I decided that because I don’t feel strongly about slash grades, I should try to understand why others do, to see if there’s a flaw to my thinking. I talked to friends like Dean and another friend and climbing partner, Chris, who’s also told me that he “loathes” slash grades, and who, while co-writing the guidebook to our local granite cragging, Boulder Canyon, very much did not use them and who wouldn’t let me get away with proposing slash grades for new routes I’d established. And I posted on Facebook, soliciting folks’ opinions. 

What emerged was that most of the climbers who were OK with slash grades understood them to be, when used properly, a tool for calling out a route that’s morpho (body type and size dependent) or that has a height-dependent crux: taller climbers would take the easier grade, and shorter climbers the harder grade. However, one person pointed out that, over the years, this just translated to everyone taking the higher grade (probably once 8a.nu, with its rankings and points systems came on the scene!), such that the slash grade became meaningless. And another pointed out that on certain routes, the standard slash grade of, say, 10a/b, would fail to portray the fact that the route might be 5.10a for a tall climber but in fact 5.11a—four letter grades harder—for a shorter one, though of course no one in their right mind would rate a route 5.10a/11a. Many pointed out that the goal with slash grades, as they understood them, was never to further split our already hair-splitting four letter grades: to take, say, the grade of 5.12, with its four touchpoints of 5.12a, 5.12b, 5.12c, and 5.12d, and turn it into the nine-headed hydra 5.11d/12a, 5.12a, 5.12a/b, 5.12b, 5.12b/c, 5.12c, 5.12c/d, 5.12d, and 5.12d/13a. Which, in fact, was precisely Chris’s main objection to slash grades.

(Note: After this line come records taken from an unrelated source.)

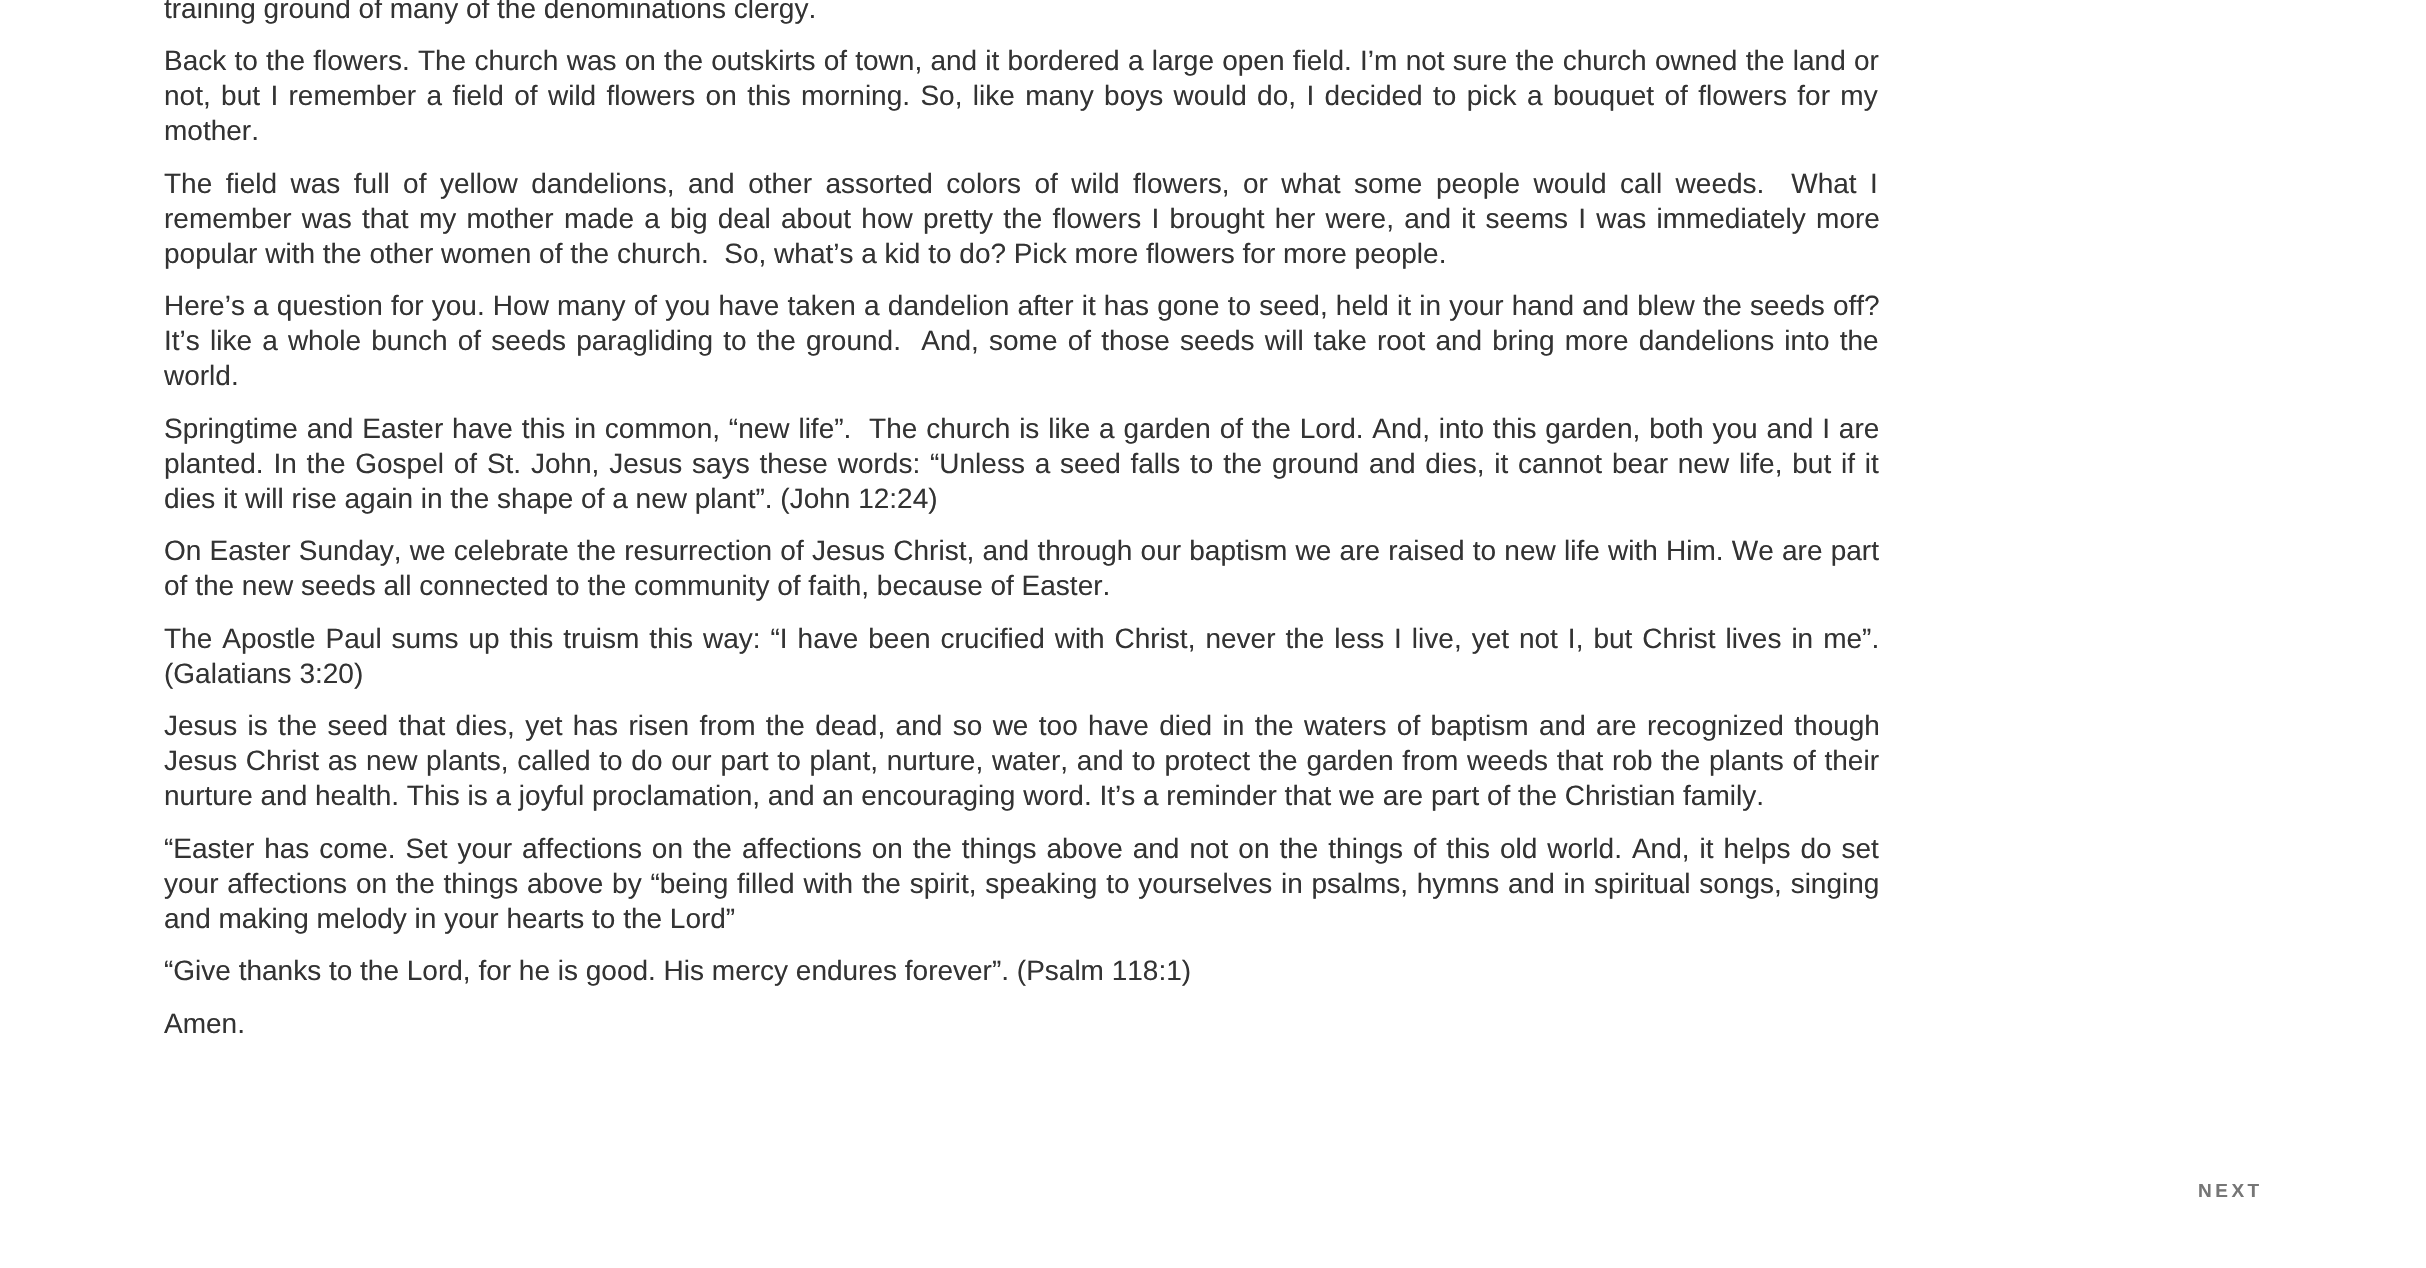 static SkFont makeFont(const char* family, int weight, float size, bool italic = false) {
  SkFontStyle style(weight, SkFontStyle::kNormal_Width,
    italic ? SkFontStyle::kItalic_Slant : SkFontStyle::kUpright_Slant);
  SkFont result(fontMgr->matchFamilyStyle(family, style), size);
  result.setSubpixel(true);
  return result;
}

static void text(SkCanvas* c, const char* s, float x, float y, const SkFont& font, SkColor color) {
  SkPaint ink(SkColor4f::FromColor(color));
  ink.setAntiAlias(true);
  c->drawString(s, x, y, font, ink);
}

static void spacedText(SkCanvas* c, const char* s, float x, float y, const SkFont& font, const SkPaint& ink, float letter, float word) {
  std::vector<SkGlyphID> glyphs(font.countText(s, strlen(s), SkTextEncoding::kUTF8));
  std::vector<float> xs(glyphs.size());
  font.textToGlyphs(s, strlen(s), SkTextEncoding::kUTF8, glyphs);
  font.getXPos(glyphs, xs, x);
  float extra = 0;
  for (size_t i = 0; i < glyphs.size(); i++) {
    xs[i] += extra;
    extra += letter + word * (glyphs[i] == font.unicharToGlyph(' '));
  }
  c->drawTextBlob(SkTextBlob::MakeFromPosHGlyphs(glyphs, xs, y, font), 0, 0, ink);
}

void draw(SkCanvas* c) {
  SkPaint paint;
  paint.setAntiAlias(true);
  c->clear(0xffffffff);
  SkFont face1 = makeFont("Liberation Sans", 400, 28);
  text(c, "training ground of many of the denominations clergy.", 164, 18, face1, 0xff333333);
  paint.setColor(0xff333333);
  spacedText(c, "Back to the flowers. The church was on the outskirts of town, and it bordered a large open field. I’m not sure the church owned the land or", 164, 70, face1, paint, 0, 0.45f);
  spacedText(c, "not, but I remember a field of wild flowers on this morning. So, like many boys would do, I decided to pick a bouquet of flowers for my", 164, 105, face1, paint, 0, 2.6f);
  text(c, "mother.", 164, 140, face1, 0xff333333);
  spacedText(c, "The field was full of yellow dandelions, and other assorted colors of wild flowers, or what some people would call weeds.  What I", 164, 193, face1, paint, 0, 5.7f);
  spacedText(c, "remember was that my mother made a big deal about how pretty the flowers I brought her were, and it seems I was immediately more", 164, 228, face1, paint, 0, 2.5f);
  text(c, "popular with the other women of the church.  So, what’s a kid to do? Pick more flowers for more people.", 164, 263, face1, 0xff333333);
  spacedText(c, "Here’s a question for you. How many of you have taken a dandelion after it has gone to seed, held it in your hand and blew the seeds off?", 164, 315, face1, paint, 0, 0.4f);
  spacedText(c, "It’s like a whole bunch of seeds paragliding to the ground.  And, some of those seeds will take root and bring more dandelions into the", 164, 350, face1, paint, 0, 2.4f);
  text(c, "world.", 164, 385, face1, 0xff333333);
  spacedText(c, "Springtime and Easter have this in common, “new life”.  The church is like a garden of the Lord. And, into this garden, both you and I are", 164, 438, face1, paint, 0, 1.1f);
  spacedText(c, "planted. In the Gospel of St. John, Jesus says these words: “Unless a seed falls to the ground and dies, it cannot bear new life, but if it", 164, 473, face1, paint, 0, 2);
  text(c, "dies it will rise again in the shape of a new plant”. (John 12:24)", 164, 508, face1, 0xff333333);
  spacedText(c, "On Easter Sunday, we celebrate the resurrection of Jesus Christ, and through our baptism we are raised to new life with Him. We are part", 164, 560, face1, paint, 0, 0.45f);
  text(c, "of the new seeds all connected to the community of faith, because of Easter.", 164, 595, face1, 0xff333333);
  spacedText(c, "The Apostle Paul sums up this truism this way: “I have been crucified with Christ, never the less I live, yet not I, but Christ lives in me”.", 164, 648, face1, paint, 0, 2.2f);
  text(c, "(Galatians 3:20)", 164, 683, face1, 0xff333333);
  spacedText(c, "Jesus is the seed that dies, yet has risen from the dead, and so we too have died in the waters of baptism and are recognized though", 164, 735, face1, paint, 0, 2.6f);
  spacedText(c, "Jesus Christ as new plants, called to do our part to plant, nurture, water, and to protect the garden from weeds that rob the plants of their", 164, 770, face1, paint, 0, 0.95f);
  text(c, "nurture and health. This is a joyful proclamation, and an encouraging word. It’s a reminder that we are part of the Christian family.", 164, 805, face1, 0xff333333);
  spacedText(c, "“Easter has come. Set your affections on the affections on the things above and not on the things of this old world. And, it helps do set", 164, 858, face1, paint, 0, 2.2f);
  spacedText(c, "your affections on the things above by “being filled with the spirit, speaking to yourselves in psalms, hymns and in spiritual songs, singing", 164, 893, face1, paint, 0, 1);
  text(c, "and making melody in your hearts to the Lord”", 164, 928, face1, 0xff333333);
  text(c, "“Give thanks to the Lord, for he is good. His mercy endures forever”. (Psalm 118:1)", 164, 980, face1, 0xff333333);
  text(c, "Amen.", 164, 1033, face1, 0xff333333);
  SkFont face2 = makeFont("Liberation Sans", 700, 19);
  paint.setColor(0xff767676);
  spacedText(c, "NEXT", 2198, 1197, face2, paint, 3.5f, 0);
}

“I don’t like them [because] they offer five more options for grades than the four letter grades we already have,” he wrote in an email. “In my view, the last thing we need is more choices, because, as you point out, it’s not like a consensus will ever fully be reached with letters. So why double the options? It seems to me this will make a consensus half as likely….” In other words, it’s more important to Chris, and others who shared his thoughts, to have a consensus grade than a consensus range, and adding more options only muddies the waters. And if that means a route like Hellbound must be either a stout 5.13b or a soft 5.13c, but not both as could be implied by a rating of 5.13b/c, then at some point someone must decide which grade is the “official” one.

Well, I’m happy to report that that someone is not going to be me. Beyond making sure that my children are fed, loved, and clothed, that my friends and pets and loved ones are happy, that no one is poaching my red-tagged routes, that my climbing shoes have crisp edges and that my rope isn’t fuzzy, and that I’ve downloaded the latest first-person shooter onto my Xbox, I don’t actually care about much of anything, nor have I seen much value in harboring strong opinions about much of anything, including slash grades. It inevitably leads to conflict and drama, and conflict and drama are a fucking drain. So to those of you who hate slash grades, I’d say I remain mostly unmoved/unmoved. See you at the cliffs/crags!

Post-script: A key hold broke on the opening crux of Hellbound, making the boulder problem much harder. So now the route is for sure 5.13c…unless, of course, it’s 5.13c/d!

Matt Samet is a freelance writer and editor, and longtime climber, based in Boulder, Colorado.